6. Other consequences

The idea of utilitarianism as a mere preference-satisfying machine, in which antecedently given preferences are satisfied, has often been criticized. One alternative is to treat the values more objectively. Democracy can then be shown to be good in terms of these independently specified consequences. Such was the approach of J.S. Mill (1861) and more recent defenders such as William Nelson (1980). Democracy is justified as a form of education or development; it is taken to be a political system in which individuals are made to think for themselves and are therefore improved. Even if the decisions they make are not the best decisions, it is better for individuals if they try and take part in such decisions.

Another consequence which might justify democracy is the supposed promotion of dynamic economic activity; as opposed to the sluggish effects supposedly emanating from more centralized planning and control. Yet even if democracy does correlate with such beneficial economic circumstances, it is not clear that this by itself can be used as an argument for promoting democracy. Jon Elster (1986) identifies the questionable role of such arguments based on indirect effects. For it may be that these other effects only happen if people are attached to democracy for more direct reasons (such as thinking that it is a just form of government). If people were only to support democracy because they thought that it encouraged economic dynamism, then the democracy would not work, and so the economic dynamism would not follow either.

This relates to another familiar problem with starting from antecedent preferences and then taking democracy to be a sort of market mechanism in which these preferences are traded. If people only act through self-interest, trying to get their antecedently given preferences fulfilled, then it is not obvious why they should vote at all. For the advantages of voting will come to them if the others vote and their own vote seems to be merely a cost. At the national government level, it is exceedingly unlikely that any one vote will be decisive. So they would be better off not voting at all.

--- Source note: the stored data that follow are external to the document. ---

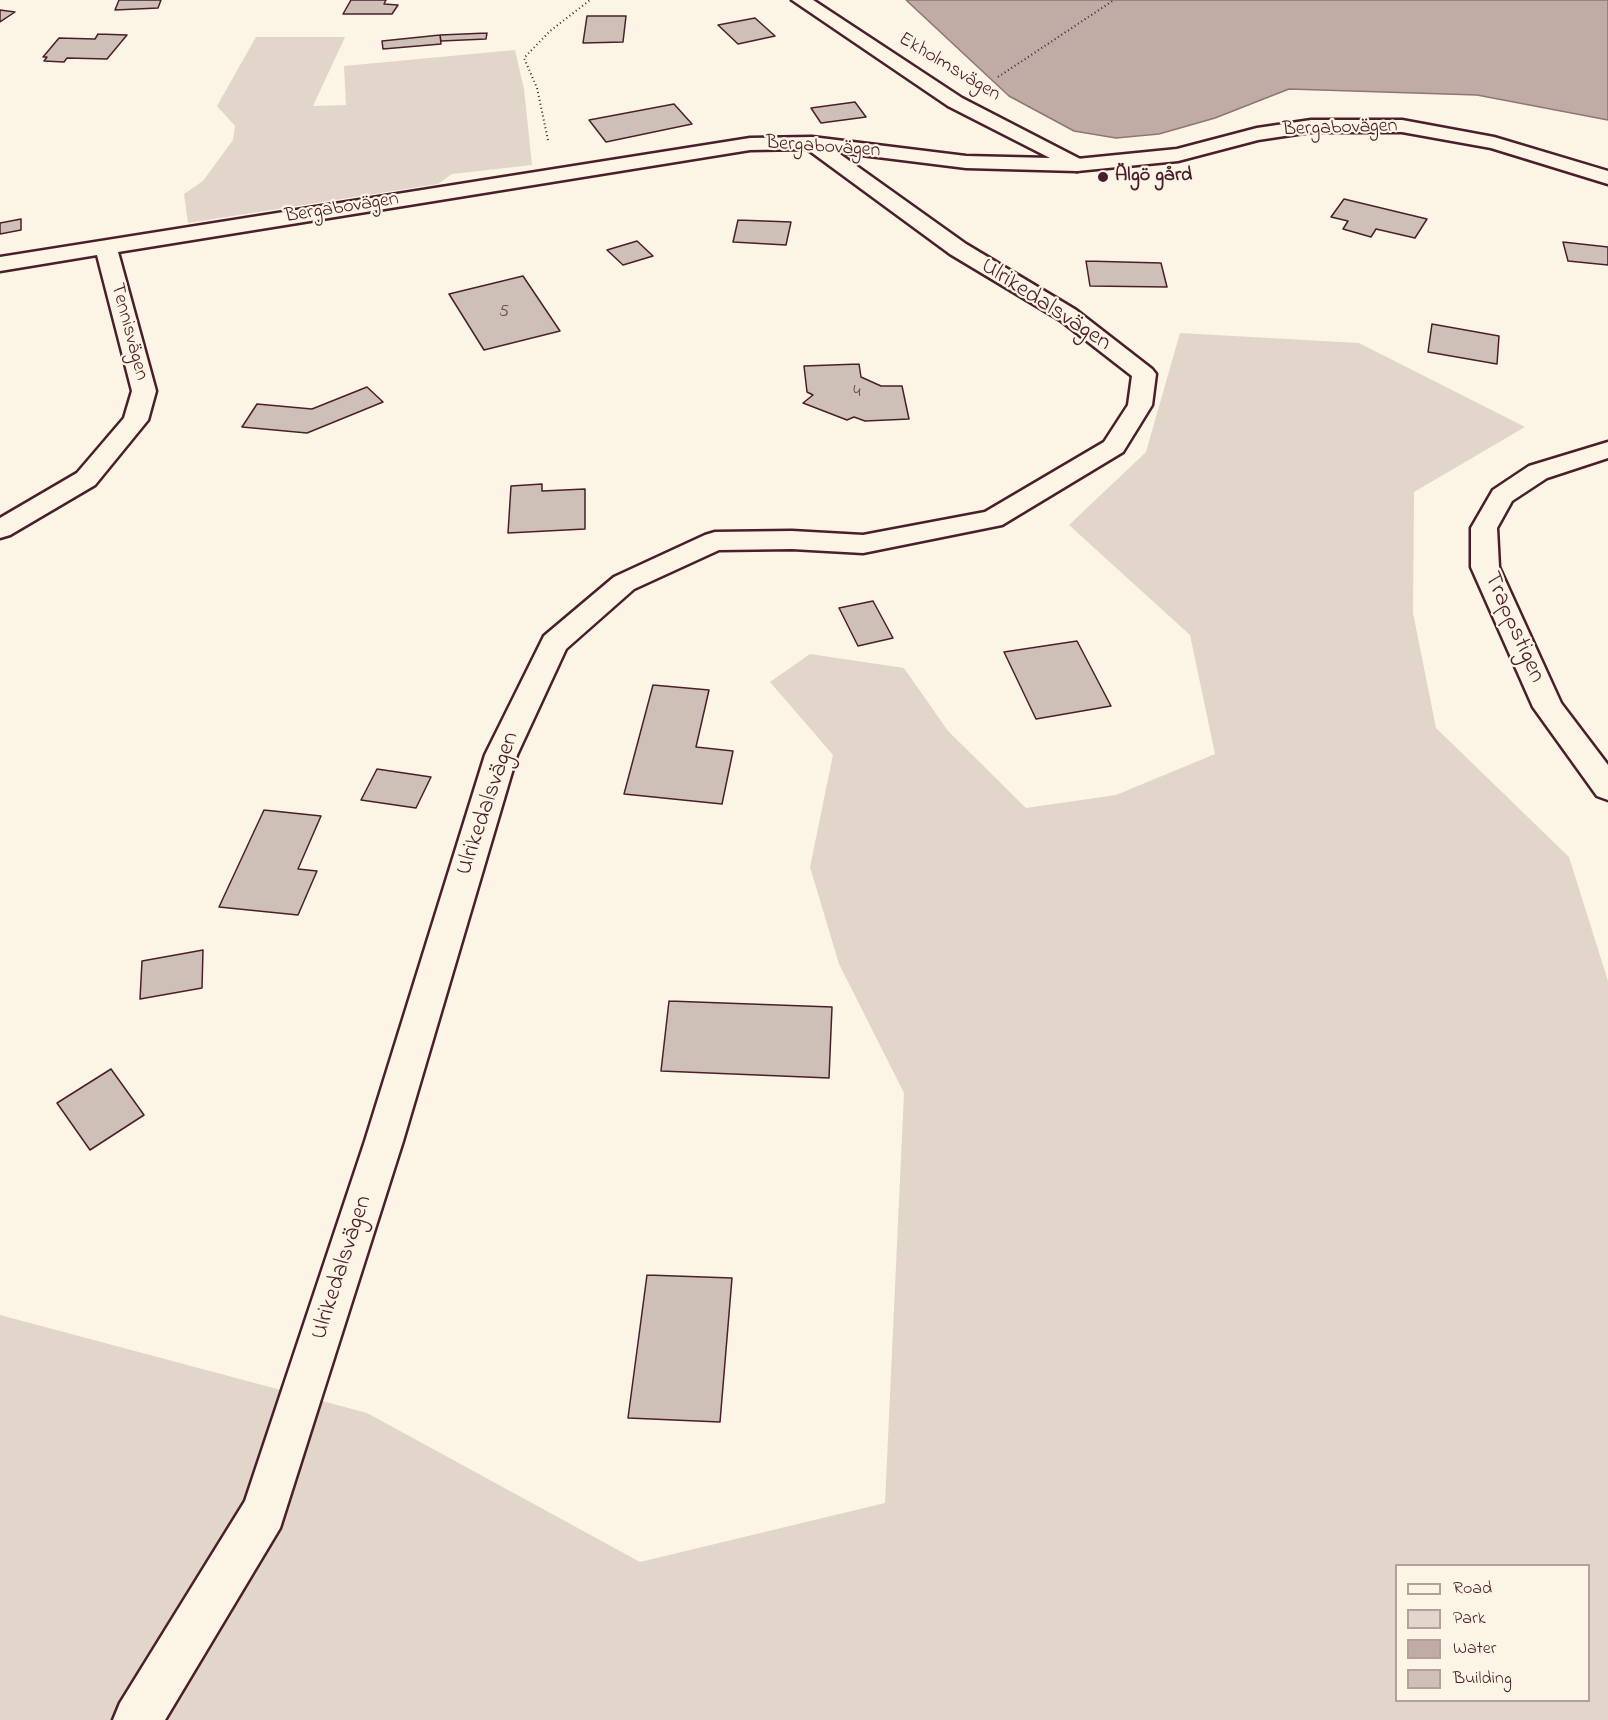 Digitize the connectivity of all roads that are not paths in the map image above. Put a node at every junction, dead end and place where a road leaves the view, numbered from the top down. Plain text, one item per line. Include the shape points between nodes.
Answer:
1 (801, 0) edge
2 (812, 143) junction
3 (1077, 165) junction
4 (1608, 178) edge
5 (106, 248) junction
6 (0, 264) edge
7 (1608, 450) edge
8 (0, 529) edge
9 (1608, 788) edge
10 (137, 1720) edge

1 - 3 street, Ekholmsvägen via 956,102
2 - 3 street, Bergabovägen via 966,162
2 - 5 street, Bergabovägen via 750,144
2 - 10 street, Ulrikedalsvägen via 957,249 1068,315 1144,374 1140,405 1114,447 993,519 863,544 716,541 624,583 555,643 501,754 384,1141 264,1512
3 - 4 street, Bergabovägen via 1178,155 1257,134 1311,126 1402,126 1494,143
5 - 6 street, Bergabovägen
5 - 8 street, Tennisvägen via 144,391 136,420 86,479
7 - 9 street, Trappstigen via 1538,472 1502,496 1484,528 1485,567 1548,707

One answer to all of these problems is to dispense with the idea of democracy being a mechanism for satisfying antecedently given preferences. Instead of taking these as given, democracy should be held as a device in which people develop and discover their views about what is right. And, in thinking about what is right, they should think about what is right for the group as a whole, and not just themselves. People should therefore participate in a form of decision making in which they share their ideas, discuss together and, with luck, eventually reach general agreement.

The form of arguments people can use in such discussions is naturally constrained, as people seeking agreement should look as if they are appealing to general principles rather than merely appealing to self-interest. The condition of publicity (that is, of what can be said publicly) imposes constraints. If people think from the general point of view rather than in terms of their own individual interest, the forms of reasoning and the antecedent judgements will be different. Discussion rather than voting becomes the central feature of democracy, and it is important that people can meet and talk together before decisions are made.

These ideas promoting discussion and participation have several presuppositions. They presuppose that people will be better able to work out the truth (about what is good for the group) by working in groups rather than individually. This may be the case if they are all independently motivated by the same desire to discover the truth. It is less obviously the case if there are deep conflicts of interest (such as capital against labour; or country against town; or this world against the next). The supposition is that group discussion leads to more rationality; but in some circumstances group dynamics merely increase and inflame passion, so that people behave badly together in a way that they never would separately.

The values considered at the start of this discussion – namely, liberty and equality – now reappear; only now not as the consequence of democratic activity but as its prerequisites. For if discussion is to reach the right answer, it needs to start with roughly equal power between the discussants. Otherwise discussion will be forced in the interests of the stronger. Hence the idea that democracy needs circumstances of roughly equal wealth (held by Montesquieu and Rousseau). Hence the Marxist criticism that Western liberal democracy works on the fiction of an idealized equality when the real situation is one of greatly unequal economic power. Hence John Rawls’ argument (1971) that political parties should be paid for by the state to avoid the economically powerful buying votes (see Rawls, J. §2). Hence also the objections of feminist theorists. If men and women are antecedently in a situation of different power, then the supposed equality of democracy will only result in most of the power remaining with the men. Discussion, yes: but only if the forum is subject to powerful antecedent control and regulation. Otherwise we return to the bad old world of bargaining between antecedently given preferences from which this optimistic espousal of discussion was meant to save us.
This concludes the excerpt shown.